ACTIVITY:
After locating the line that holds "Which roads connect", transcribe it and each following line to the end of the records, changing nothing and adding nothing.

SOURCE DATA Block Start

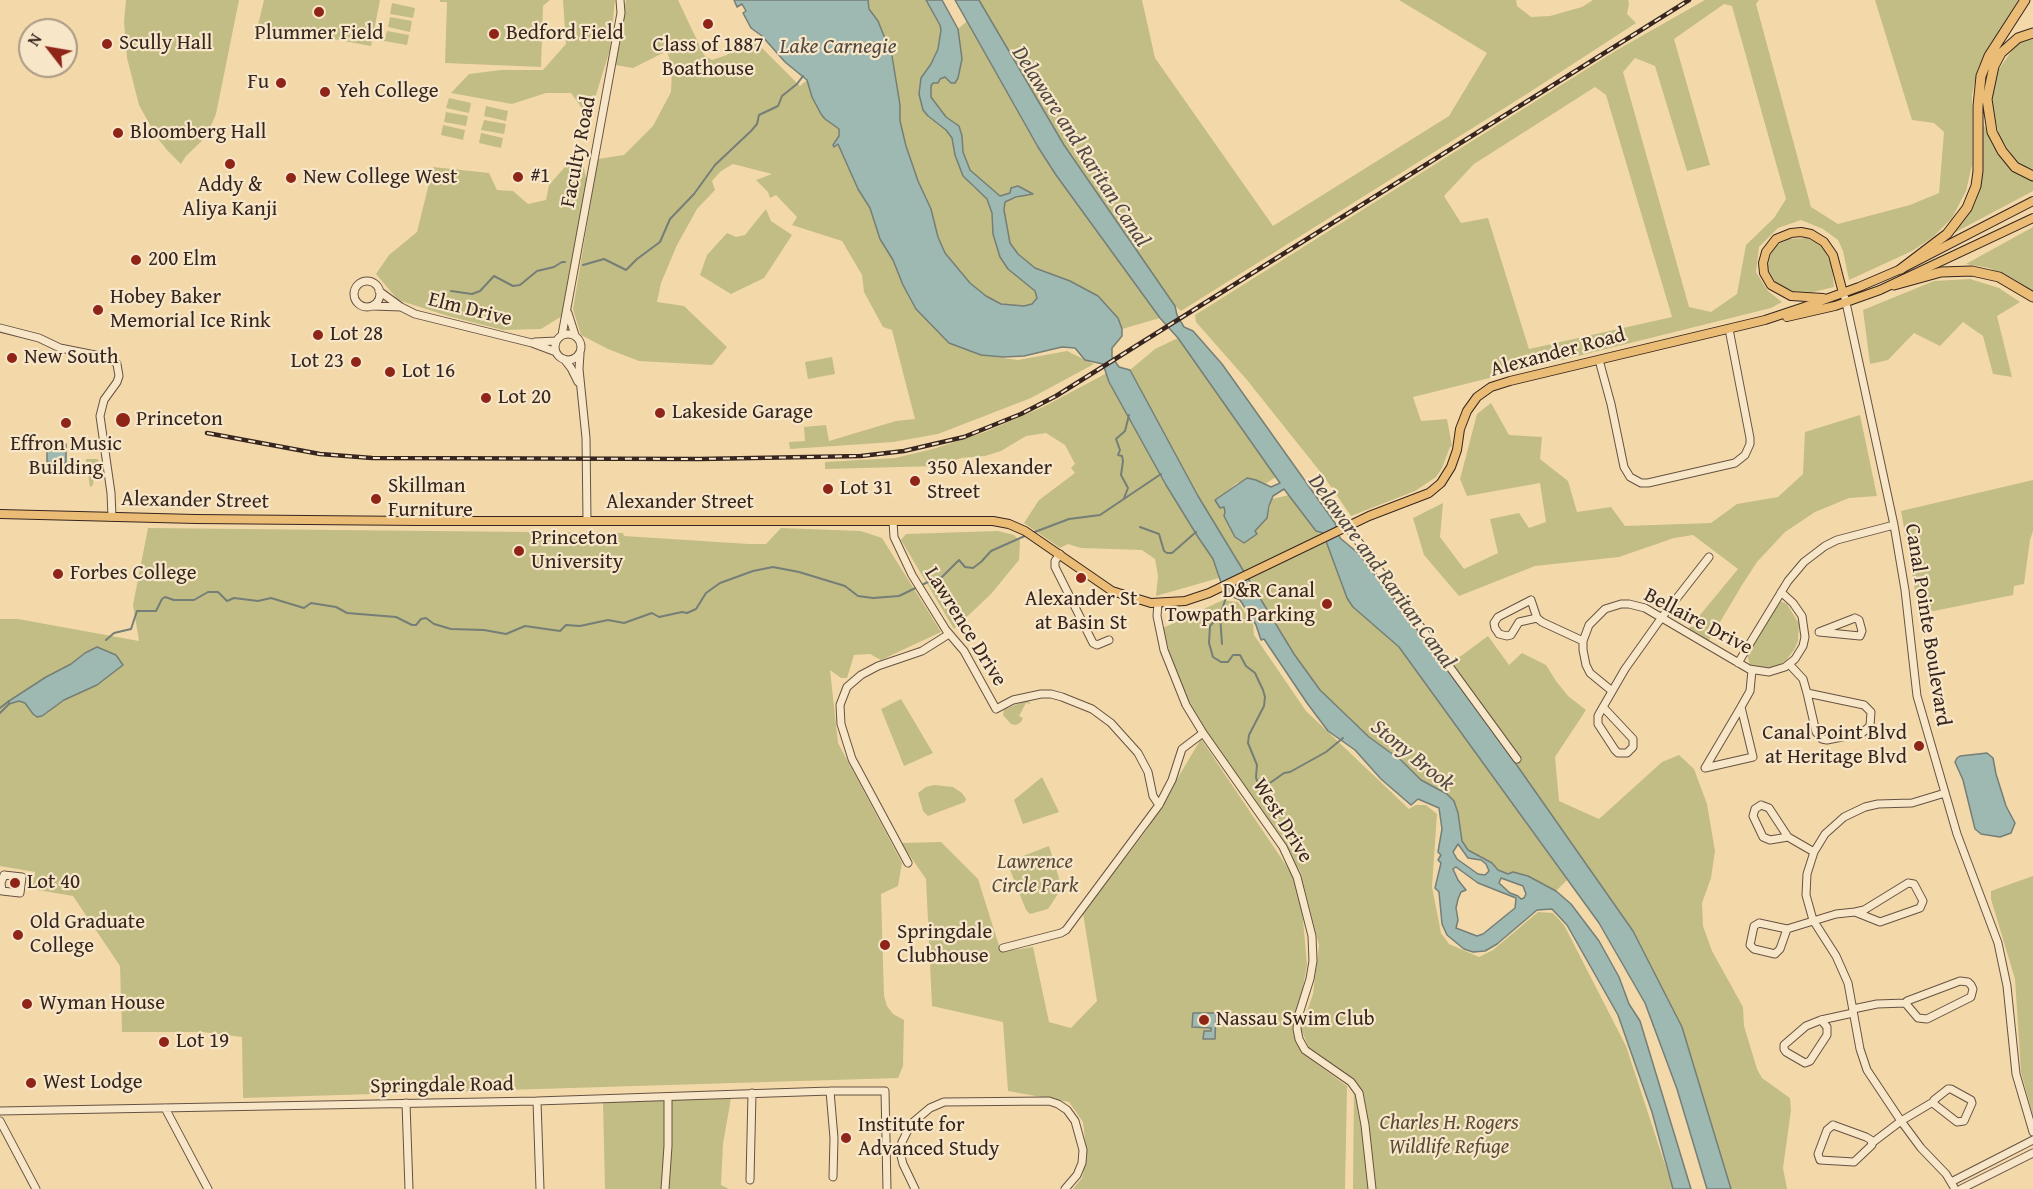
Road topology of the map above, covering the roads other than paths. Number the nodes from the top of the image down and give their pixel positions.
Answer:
1 (620, 0) edge
2 (2025, 0) edge
3 (2033, 33) edge
4 (2033, 176) edge
5 (2033, 201) edge
6 (2033, 218) edge
7 (1901, 269) junction
8 (1894, 285) junction
9 (379, 291) junction
10 (1843, 293) junction
11 (1830, 297) junction
12 (2033, 297) edge
13 (1846, 303) junction
14 (373, 306) junction
15 (401, 308) junction
16 (568, 310) junction
17 (1765, 320) junction
18 (0, 328) edge
19 (1729, 329) junction
20 (575, 334) junction
21 (562, 335) junction
22 (556, 341) junction
23 (532, 343) junction
24 (556, 352) junction
25 (580, 354) junction
26 (564, 359) junction
27 (1599, 360) junction
28 (581, 390) junction
29 (1, 515) edge
30 (112, 518) junction
31 (586, 520) junction
32 (893, 522) junction
33 (1894, 525) junction
34 (1343, 528) junction
35 (1322, 539) joint
36 (1060, 554) junction
37 (1709, 557) dead end
38 (1781, 592) junction
39 (1158, 603) junction
40 (1662, 617) junction
41 (1537, 618) junction
42 (1805, 632) junction
43 (1819, 632) junction
44 (949, 634) junction
45 (1108, 640) dead end
46 (1583, 641) junction
47 (1738, 663) junction
48 (1789, 664) junction
49 (1752, 670) junction
50 (1612, 691) junction
51 (1807, 693) junction
52 (1603, 707) junction
53 (1741, 707) junction
54 (1203, 733) junction
55 (1517, 759) dead end
56 (1945, 793) junction
57 (1160, 805) junction
58 (1788, 837) junction
59 (1814, 852) junction
60 (908, 863) dead end
61 (1855, 912) junction
62 (1813, 920) junction
63 (1787, 929) junction
64 (1003, 948) dead end
65 (1906, 1003) junction
66 (1853, 1011) junction
67 (1821, 1020) junction
68 (830, 1091) junction
69 (752, 1094) junction
70 (668, 1097) junction
71 (537, 1101) junction
72 (1933, 1102) junction
73 (406, 1103) junction
74 (165, 1108) junction
75 (0, 1111) edge
76 (0, 1121) edge
77 (1901, 1121) junction
78 (2033, 1132) edge
79 (2033, 1140) edge
80 (1872, 1143) junction
81 (2033, 1154) edge
82 (834, 1177) dead end
83 (750, 1180) dead end
84 (1953, 1185) edge
85 (36, 1189) edge
86 (208, 1189) edge
87 (409, 1189) edge
88 (540, 1189) edge
89 (665, 1189) edge
90 (887, 1189) edge
91 (915, 1189) edge
92 (1065, 1189) edge
93 (1372, 1189) edge
94 (1961, 1189) edge

1 - 16 street, Faculty Road
2 - 7 highway
3 - 4 highway
5 - 7 main road, Alexander Road
6 - 8 main road, Alexander Road
7 - 10 main road, Alexander Road
8 - 12 highway
8 - 13 main road, Alexander Road
9 - 14 street
9 - 14 street
9 - 15 street, Elm Drive
10 - 11 main road, Alexander Road
10 - 11 main road
10 - 13 street, Canal Pointe Boulevard
11 - 17 main road, Alexander Road
13 - 17 main road, Alexander Road
13 - 33 street, Canal Pointe Boulevard
14 - 15 street, Elm Drive
15 - 23 street, Elm Drive
16 - 20 street, Faculty Road
16 - 21 street, Faculty Road
17 - 19 main road, Alexander Road
18 - 30 street
19 - 27 main road, Alexander Road
19 - 27 street
20 - 21 street
20 - 25 street
21 - 22 street
22 - 23 street, Elm Drive
22 - 24 street
23 - 24 street, Elm Drive
24 - 26 street
25 - 26 street
25 - 28 street
26 - 28 street
27 - 34 main road, Alexander Road
28 - 31 street
29 - 30 main road, Alexander Street
30 - 31 main road, Alexander Street
31 - 32 main road, Alexander Street
32 - 36 main road, Alexander Street
32 - 44 street, Lawrence Drive
33 - 38 street
33 - 56 street, Canal Pointe Boulevard
34 - 35 main road, Alexander Road
34 - 55 street
35 - 39 main road, Alexander Street
36 - 39 main road, Alexander Street
36 - 45 street
37 - 40 street
38 - 42 street
38 - 47 street
39 - 54 street, West Drive
40 - 46 street, Bellaire Drive
40 - 47 street, Bellaire Drive
40 - 50 street
41 - 41 street
41 - 46 street
42 - 43 street
42 - 48 street
43 - 43 street
44 - 57 street, Lawrence Drive
44 - 60 street
46 - 50 street
47 - 49 street, Bellaire Drive
48 - 49 street, Bellaire Drive
48 - 51 street
49 - 53 street
50 - 52 street
51 - 51 street
52 - 52 street
53 - 53 street
54 - 57 street
54 - 93 street, West Drive
56 - 59 street
56 - 78 street, Canal Pointe Boulevard
57 - 64 street
58 - 58 street
58 - 59 street
59 - 62 street
61 - 61 street
61 - 62 street
62 - 63 street
62 - 66 street
63 - 63 street
65 - 65 street
65 - 66 street
66 - 67 street
66 - 77 street
67 - 67 street
68 - 69 street, Springdale Road
68 - 82 street
68 - 90 street, Springdale Road
69 - 70 street, Springdale Road
69 - 83 street
70 - 71 street, Springdale Road
70 - 89 street
71 - 73 street, Springdale Road
71 - 88 street
72 - 72 street
72 - 77 street
73 - 74 street, Springdale Road
73 - 87 street
74 - 75 street, Springdale Road
74 - 86 street
76 - 85 street
77 - 80 street
77 - 84 street
79 - 84 street
80 - 80 street
81 - 94 street
91 - 92 street

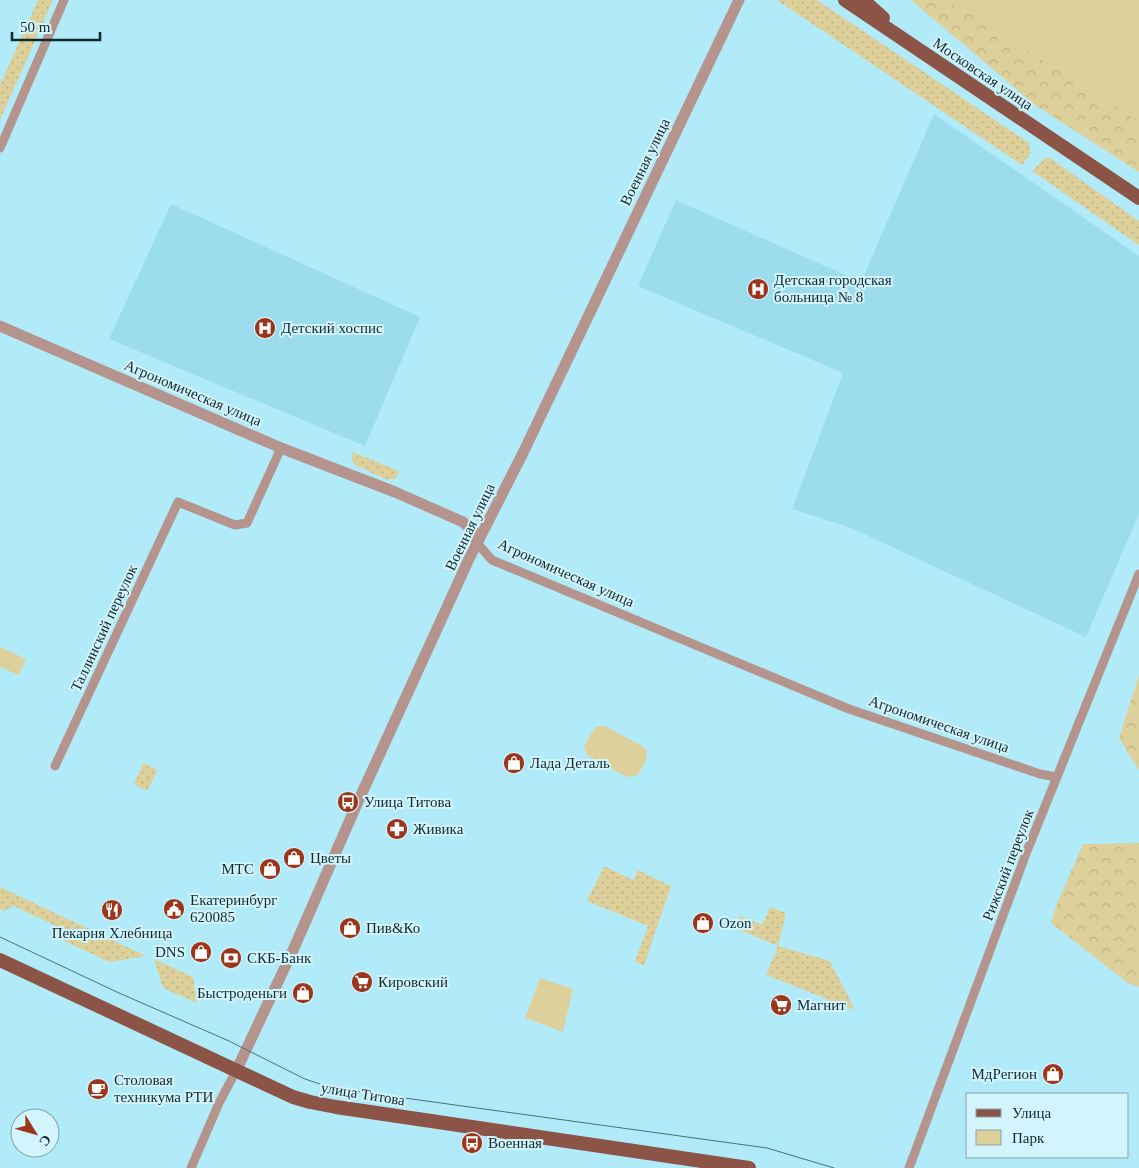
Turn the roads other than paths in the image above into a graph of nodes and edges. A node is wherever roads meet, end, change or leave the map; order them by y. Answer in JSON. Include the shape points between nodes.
{"nodes":[{"id":1,"x":64,"y":0,"type":"edge"},
{"id":2,"x":739,"y":0,"type":"edge"},
{"id":3,"x":845,"y":0,"type":"edge"},
{"id":4,"x":864,"y":0,"type":"edge"},
{"id":5,"x":891,"y":31,"type":"junction"},
{"id":6,"x":0,"y":148,"type":"edge"},
{"id":7,"x":1104,"y":175,"type":"junction"},
{"id":8,"x":1139,"y":198,"type":"edge"},
{"id":9,"x":1139,"y":205,"type":"edge"},
{"id":10,"x":0,"y":326,"type":"edge"},
{"id":11,"x":281,"y":448,"type":"junction"},
{"id":12,"x":477,"y":543,"type":"junction"},
{"id":13,"x":1139,"y":574,"type":"edge"},
{"id":14,"x":55,"y":766,"type":"dead end"},
{"id":15,"x":1057,"y":777,"type":"junction"},
{"id":16,"x":0,"y":960,"type":"edge"},
{"id":17,"x":236,"y":1070,"type":"junction"},
{"id":18,"x":191,"y":1168,"type":"edge"},
{"id":19,"x":749,"y":1168,"type":"edge"},
{"id":20,"x":909,"y":1168,"type":"edge"}],
"edges":[{"from":1,"to":6,"type":"street"},
{"from":2,"to":12,"type":"street","name":"Военная улица"},
{"from":3,"to":5,"type":"main road","name":"Московская улица"},
{"from":4,"to":5,"type":"main road","via":[[883,16]]},
{"from":5,"to":7,"type":"main road","name":"Московская улица"},
{"from":7,"to":8,"type":"main road","name":"Московская улица"},
{"from":7,"to":9,"type":"main road","name":"Московская улица"},
{"from":10,"to":11,"type":"street","name":"Агрономическая улица"},
{"from":11,"to":12,"type":"street","name":"Агрономическая улица","via":[[462,522],[474,532]]},
{"from":11,"to":14,"type":"street","name":"Таллинский переулок","via":[[247,523],[235,525],[178,502]]},
{"from":12,"to":15,"type":"street","name":"Агрономическая улица","via":[[492,560],[796,688],[849,709]]},
{"from":12,"to":17,"type":"street","name":"Военная улица"},
{"from":13,"to":15,"type":"street","name":"Рижский переулок"},
{"from":15,"to":20,"type":"street","name":"Рижский переулок"},
{"from":16,"to":17,"type":"main road","name":"улица Титова"},
{"from":17,"to":18,"type":"street","via":[[218,1102]]},
{"from":17,"to":19,"type":"main road","name":"улица Титова","via":[[293,1096],[336,1108]]}]}
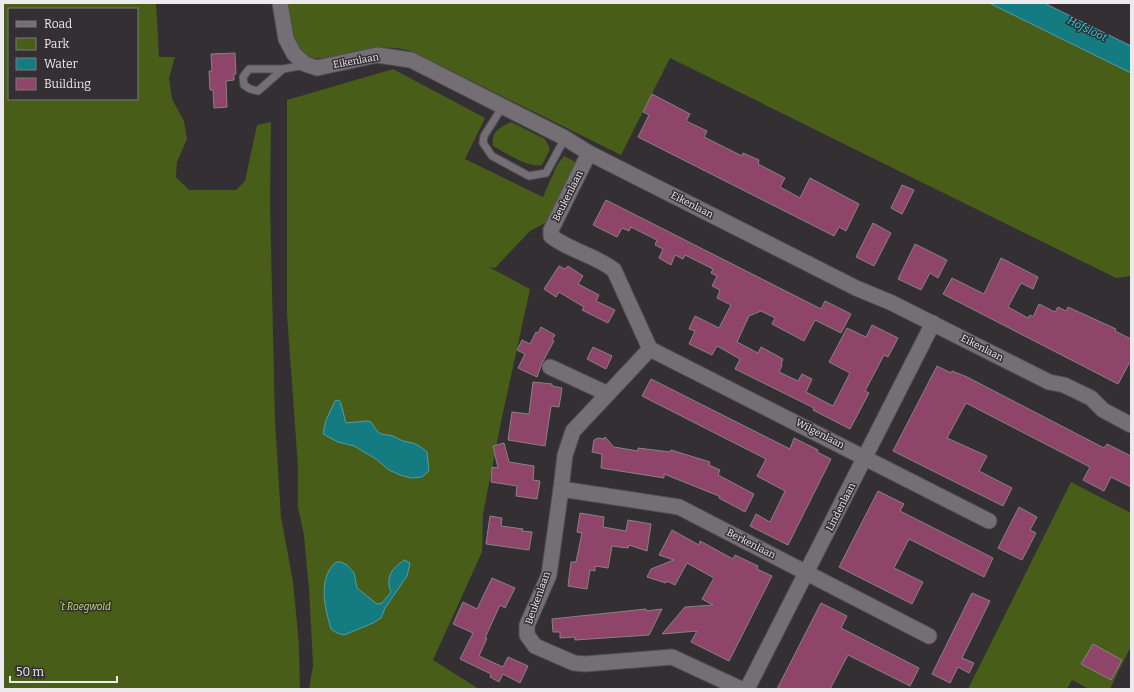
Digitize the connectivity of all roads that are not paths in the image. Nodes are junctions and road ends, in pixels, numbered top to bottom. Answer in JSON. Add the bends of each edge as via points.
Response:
{"nodes":[{"id":1,"x":280,"y":3,"type":"edge"},
{"id":2,"x":305,"y":64,"type":"junction"},
{"id":3,"x":284,"y":68,"type":"junction"},
{"id":4,"x":503,"y":106,"type":"junction"},
{"id":5,"x":565,"y":138,"type":"junction"},
{"id":6,"x":589,"y":153,"type":"junction"},
{"id":7,"x":933,"y":324,"type":"junction"},
{"id":8,"x":650,"y":349,"type":"junction"},
{"id":9,"x":550,"y":367,"type":"dead end"},
{"id":10,"x":608,"y":394,"type":"junction"},
{"id":11,"x":1131,"y":424,"type":"edge"},
{"id":12,"x":866,"y":457,"type":"junction"},
{"id":13,"x":561,"y":489,"type":"junction"},
{"id":14,"x":989,"y":521,"type":"dead end"},
{"id":15,"x":807,"y":574,"type":"junction"},
{"id":16,"x":929,"y":636,"type":"dead end"},
{"id":17,"x":741,"y":689,"type":"edge"},
{"id":18,"x":748,"y":689,"type":"edge"}],
"edges":[{"from":1,"to":2,"type":"street","via":[[286,39],[294,54]]},
{"from":2,"to":3,"type":"lane"},
{"from":2,"to":4,"type":"street","name":"Eikenlaan","via":[[318,68],[377,55],[411,60]]},
{"from":3,"to":3,"type":"lane","via":[[249,69],[243,77],[244,85],[258,91]]},
{"from":4,"to":5,"type":"street","name":"Eikenlaan"},
{"from":4,"to":5,"type":"lane","via":[[484,136],[483,143],[492,156],[529,176],[546,173]]},
{"from":5,"to":6,"type":"street","name":"Eikenlaan"},
{"from":6,"to":7,"type":"street","name":"Eikenlaan"},
{"from":6,"to":8,"type":"street","name":"Beukenlaan","via":[[551,230],[551,236],[614,270]]},
{"from":7,"to":11,"type":"street","name":"Eikenlaan","via":[[1049,382],[1064,384],[1091,398],[1103,410]]},
{"from":7,"to":12,"type":"street","name":"Lindenlaan"},
{"from":8,"to":10,"type":"street","name":"Beukenlaan"},
{"from":8,"to":12,"type":"street","name":"Wilgenlaan"},
{"from":9,"to":10,"type":"street"},
{"from":10,"to":13,"type":"street","name":"Beukenlaan","via":[[574,431],[565,455]]},
{"from":12,"to":14,"type":"street","name":"Wilgenlaan"},
{"from":12,"to":15,"type":"street","name":"Lindenlaan"},
{"from":13,"to":15,"type":"street","name":"Berkenlaan","via":[[679,507]]},
{"from":13,"to":17,"type":"street","name":"Beukenlaan","via":[[549,575],[527,625],[527,635],[535,646],[574,663],[585,664],[672,657]]},
{"from":15,"to":16,"type":"street","name":"Berkenlaan"},
{"from":15,"to":18,"type":"street","name":"Lindenlaan"}]}
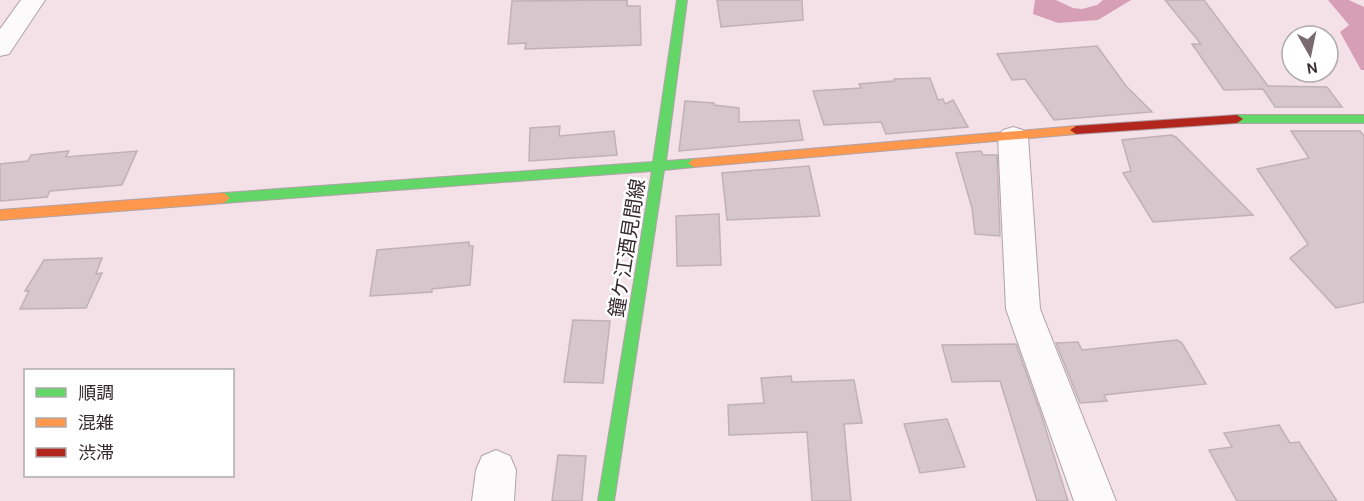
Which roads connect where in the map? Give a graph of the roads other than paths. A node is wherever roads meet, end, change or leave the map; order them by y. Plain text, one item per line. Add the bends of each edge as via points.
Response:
1 (33, 0) edge
2 (682, 0) edge
3 (0, 48) edge
4 (1364, 119) edge
5 (1013, 136) junction
6 (660, 165) junction
7 (0, 215) edge
8 (606, 501) edge
9 (1095, 501) edge

1 - 3 street
2 - 6 street, 鐘ケ江酒見間線
4 - 5 street via 1248,119
5 - 6 street
5 - 9 street via 1023,309
6 - 7 street
6 - 8 street, 鐘ケ江酒見間線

SOURCE DATA Block End

TASK RESPONSE:
Which roads connect where in the map? Give a graph of the roads other than paths. A node is wherever roads meet, end, change or leave the map; order them by y. Plain text, one item per line. Add the bends of each edge as via points.
Response:
1 (33, 0) edge
2 (682, 0) edge
3 (0, 48) edge
4 (1364, 119) edge
5 (1013, 136) junction
6 (660, 165) junction
7 (0, 215) edge
8 (606, 501) edge
9 (1095, 501) edge

1 - 3 street
2 - 6 street, 鐘ケ江酒見間線
4 - 5 street via 1248,119
5 - 6 street
5 - 9 street via 1023,309
6 - 7 street
6 - 8 street, 鐘ケ江酒見間線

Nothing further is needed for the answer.